THE PROBLEM: In the records that follow, find each line with "graph" and pull it out.

== Segment start ==

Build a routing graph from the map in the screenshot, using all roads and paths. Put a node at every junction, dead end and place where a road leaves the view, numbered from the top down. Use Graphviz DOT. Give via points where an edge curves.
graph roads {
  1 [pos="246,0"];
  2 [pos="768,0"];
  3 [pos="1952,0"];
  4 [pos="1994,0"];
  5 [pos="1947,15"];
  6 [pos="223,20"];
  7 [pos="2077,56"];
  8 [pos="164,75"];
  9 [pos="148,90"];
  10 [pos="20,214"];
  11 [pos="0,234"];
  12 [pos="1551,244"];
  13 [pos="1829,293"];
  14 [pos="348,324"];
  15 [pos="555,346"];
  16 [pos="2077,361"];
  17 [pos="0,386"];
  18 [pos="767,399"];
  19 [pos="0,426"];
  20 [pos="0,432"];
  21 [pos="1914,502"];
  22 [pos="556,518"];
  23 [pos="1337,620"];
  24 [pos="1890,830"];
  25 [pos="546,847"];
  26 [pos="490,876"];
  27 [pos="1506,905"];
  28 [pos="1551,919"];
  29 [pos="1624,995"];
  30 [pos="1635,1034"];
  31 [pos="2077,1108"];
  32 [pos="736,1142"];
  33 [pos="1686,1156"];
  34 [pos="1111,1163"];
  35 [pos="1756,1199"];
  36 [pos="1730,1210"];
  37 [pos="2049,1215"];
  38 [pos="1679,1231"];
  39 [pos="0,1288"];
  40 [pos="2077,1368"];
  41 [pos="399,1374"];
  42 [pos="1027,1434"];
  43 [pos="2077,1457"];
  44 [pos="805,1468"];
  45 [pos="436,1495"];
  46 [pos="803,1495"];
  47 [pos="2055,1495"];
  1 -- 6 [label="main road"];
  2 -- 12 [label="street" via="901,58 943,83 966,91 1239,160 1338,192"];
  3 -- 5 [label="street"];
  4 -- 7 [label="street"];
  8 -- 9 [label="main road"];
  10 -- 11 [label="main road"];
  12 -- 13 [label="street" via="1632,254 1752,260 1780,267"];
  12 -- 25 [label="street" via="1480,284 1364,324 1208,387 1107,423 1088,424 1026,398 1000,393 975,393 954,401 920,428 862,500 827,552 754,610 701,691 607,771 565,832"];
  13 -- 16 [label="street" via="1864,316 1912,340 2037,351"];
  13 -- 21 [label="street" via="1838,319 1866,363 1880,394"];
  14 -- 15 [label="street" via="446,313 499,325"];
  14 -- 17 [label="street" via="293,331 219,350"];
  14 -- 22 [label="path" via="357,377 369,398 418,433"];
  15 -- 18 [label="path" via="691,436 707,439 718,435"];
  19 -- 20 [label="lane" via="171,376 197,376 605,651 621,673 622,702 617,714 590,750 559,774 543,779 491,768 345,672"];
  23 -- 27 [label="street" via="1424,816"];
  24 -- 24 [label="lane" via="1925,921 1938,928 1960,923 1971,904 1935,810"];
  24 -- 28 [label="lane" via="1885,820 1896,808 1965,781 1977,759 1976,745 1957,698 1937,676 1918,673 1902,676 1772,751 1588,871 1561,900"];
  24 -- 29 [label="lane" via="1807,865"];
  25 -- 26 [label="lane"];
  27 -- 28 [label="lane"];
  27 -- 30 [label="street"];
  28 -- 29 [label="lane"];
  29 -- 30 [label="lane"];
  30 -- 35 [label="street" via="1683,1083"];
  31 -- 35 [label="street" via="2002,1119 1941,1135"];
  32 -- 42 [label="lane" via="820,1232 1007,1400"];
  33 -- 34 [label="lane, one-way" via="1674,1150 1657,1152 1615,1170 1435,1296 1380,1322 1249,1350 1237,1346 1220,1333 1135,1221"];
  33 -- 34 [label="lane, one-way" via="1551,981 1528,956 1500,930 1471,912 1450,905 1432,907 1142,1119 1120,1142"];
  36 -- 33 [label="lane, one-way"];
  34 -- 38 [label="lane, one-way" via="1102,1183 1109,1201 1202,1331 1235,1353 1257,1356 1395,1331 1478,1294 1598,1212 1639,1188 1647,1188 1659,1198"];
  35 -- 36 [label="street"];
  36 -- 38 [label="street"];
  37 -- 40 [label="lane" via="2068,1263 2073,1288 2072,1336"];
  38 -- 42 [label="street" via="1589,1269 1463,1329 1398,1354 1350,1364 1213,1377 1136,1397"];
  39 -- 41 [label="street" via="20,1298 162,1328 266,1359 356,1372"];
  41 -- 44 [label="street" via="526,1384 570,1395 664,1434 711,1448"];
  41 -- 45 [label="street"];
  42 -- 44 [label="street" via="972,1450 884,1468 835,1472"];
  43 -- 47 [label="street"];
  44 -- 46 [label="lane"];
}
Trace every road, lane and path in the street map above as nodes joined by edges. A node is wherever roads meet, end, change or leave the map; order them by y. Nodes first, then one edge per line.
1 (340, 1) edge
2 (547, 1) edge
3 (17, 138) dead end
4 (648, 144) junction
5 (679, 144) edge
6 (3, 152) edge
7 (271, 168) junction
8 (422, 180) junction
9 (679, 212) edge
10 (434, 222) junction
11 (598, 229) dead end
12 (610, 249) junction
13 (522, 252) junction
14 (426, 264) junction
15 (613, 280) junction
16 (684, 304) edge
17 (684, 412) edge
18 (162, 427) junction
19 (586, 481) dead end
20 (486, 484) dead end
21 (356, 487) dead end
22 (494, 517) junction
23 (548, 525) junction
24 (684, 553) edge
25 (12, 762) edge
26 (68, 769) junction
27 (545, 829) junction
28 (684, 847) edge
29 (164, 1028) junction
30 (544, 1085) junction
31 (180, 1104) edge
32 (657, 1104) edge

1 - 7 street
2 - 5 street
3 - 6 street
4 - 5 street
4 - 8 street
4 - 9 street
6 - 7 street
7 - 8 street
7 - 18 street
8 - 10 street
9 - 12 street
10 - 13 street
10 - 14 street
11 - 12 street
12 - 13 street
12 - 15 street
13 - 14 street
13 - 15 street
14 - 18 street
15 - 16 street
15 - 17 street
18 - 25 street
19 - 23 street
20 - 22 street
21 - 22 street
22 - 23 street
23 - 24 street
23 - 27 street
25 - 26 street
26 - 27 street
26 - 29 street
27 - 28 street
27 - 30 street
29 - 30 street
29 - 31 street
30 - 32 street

== Segment end ==

ANSWER TO THIS EXERCISE:
Build a routing graph from the map in the screenshot, using all roads and paths. Put a node at every junction, dead end and place where a road leaves the view, numbered from the top down. Use Graphviz DOT. Give via points where an edge curves.
graph roads {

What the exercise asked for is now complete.